13 Major Climate Litigation Victories in 2025 Reshape Global Policy
13 Climate Litigation Wins in 2025 Reshape Policy

The year 2025 has proven to be a watershed moment for climate justice, with a series of landmark legal rulings forcing both governments and major corporations to fundamentally alter their environmental plans. This surge in successful climate litigation, marking a decade since the historic Paris Agreement and the pioneering Urgenda case in the Netherlands, has established a powerful new legal framework for holding polluters accountable and demanding faster climate action.

Courtroom Battles Halt Major Fossil Fuel Projects

The year began with a seismic ruling in the UK. The Scottish Court of Session declared the government's approval of the Rosebank and Jackdaw North Sea oil and gas fields illegal. The court found the decision flawed because it failed to account for the greenhouse gas emissions produced when the extracted fuels are ultimately burned. This judgment leaned heavily on a 2024 Supreme Court precedent set by campaigner Sarah Finch.

This legal precedent had an immediate domino effect. It led the High Court to revoke planning permission for a new coal mine in Whitehaven, Cumbria, prompting the developer to withdraw its plans entirely. While new government guidance was issued in June, the door remains open for further legal challenges if projects like Rosebank, which had a revised assessment published in October, are re-approved.

Similar victories were seen globally. In Brazil, sustained legal pressure from civil society groups led coal company Copelmi to formally abandon plans for the massive Nova Seival plant and Guaíba mine in February 2025. In Kenya, a decade-long legal battle culminated in October with the environment court upholding the revocation of a licence for a coal power plant in Lamu, citing a flawed environmental assessment.

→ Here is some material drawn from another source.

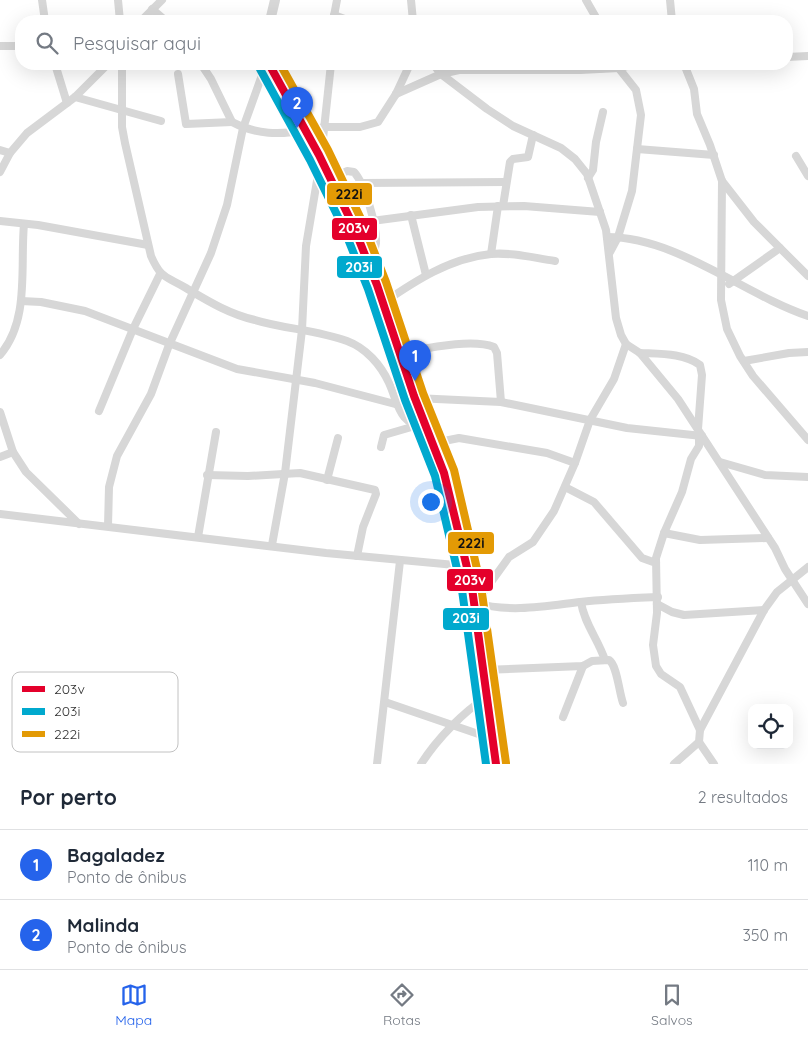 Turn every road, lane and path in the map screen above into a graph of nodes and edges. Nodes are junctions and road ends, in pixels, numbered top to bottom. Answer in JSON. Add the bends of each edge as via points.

Cracking Down on Corporate Greenwashing

Courts worldwide took a firm stance against misleading environmental marketing, a practice known as greenwashing. In a significant Australian case, EnergyAustralia settled a lawsuit in May brought by the group Parents for Climate. The utility acknowledged that carbon offsets do not prevent climate damage and apologised to 400,000 customers, marking the country's first successful case against a company for marketing itself as carbon neutral.

In Europe, a Frankfurt court ruled in August that Apple could not label its Apple Watch as 'carbon neutral', agreeing with claims that its offsetting scheme involving Paraguayan forestry leases was insufficient. Shortly after, tech observers noted Apple had quietly dropped the claim globally. Meanwhile, in France, the Paris judicial court found TotalEnergies had made false claims in its 'reinvention' campaign, misleading consumers about its path to net zero while continuing fossil fuel production.

The trend continued in the US, where New York secured a $1.1m settlement from meat giant JBS's US arm in November over misleading climate claims. Soon after, Tyson Foods agreed to stop marketing its beef as 'climate friendly' and to drop its 2050 net zero claim to settle a separate greenwashing lawsuit.

Legal Precedents Reshape Government Obligations

The legal pressure extended directly to national governments. Following a High Court ruling that its previous strategy was unlawful, the UK government published a revised and more robust Carbon Budget Delivery Plan in October 2025. The new plan reaffirmed commitments to decarbonise electricity by 2030 and set out specific measures across the economy, though campaigners warn further legal action is possible.

Internationally, two landmark advisory opinions in July 2025 from the Inter-American Court of Human Rights and the International Court of Justice powerfully affirmed state duties to protect the climate. These opinions are already being cited in lawsuits worldwide, strengthening the legal basis for climate action.

In a pivotal German case, while a claim by Peruvian farmer Saúl Luciano Lliuya against RWE was rejected, the court's acknowledgment of potential liability for emissions set a crucial precedent. This directly inspired a new claim later in the year by Pakistani farmers against two major German polluters.

Other notable victories included the annulment of a major New South Wales coalmine expansion in July due to unassessed emissions, and a settlement in Hawaii where the state agreed to create a zero-emissions transport roadmap by 2045. Finally, in November, a Norwegian appeals court declared licences for three North Sea oilfields illegal, giving the government six months to rectify the situation.

Collectively, these thirteen cases from 2025 demonstrate a powerful and accelerating trend: the courtroom has become a decisive arena in the fight for climate accountability, compelling tangible action from both the boardroom and the halls of government.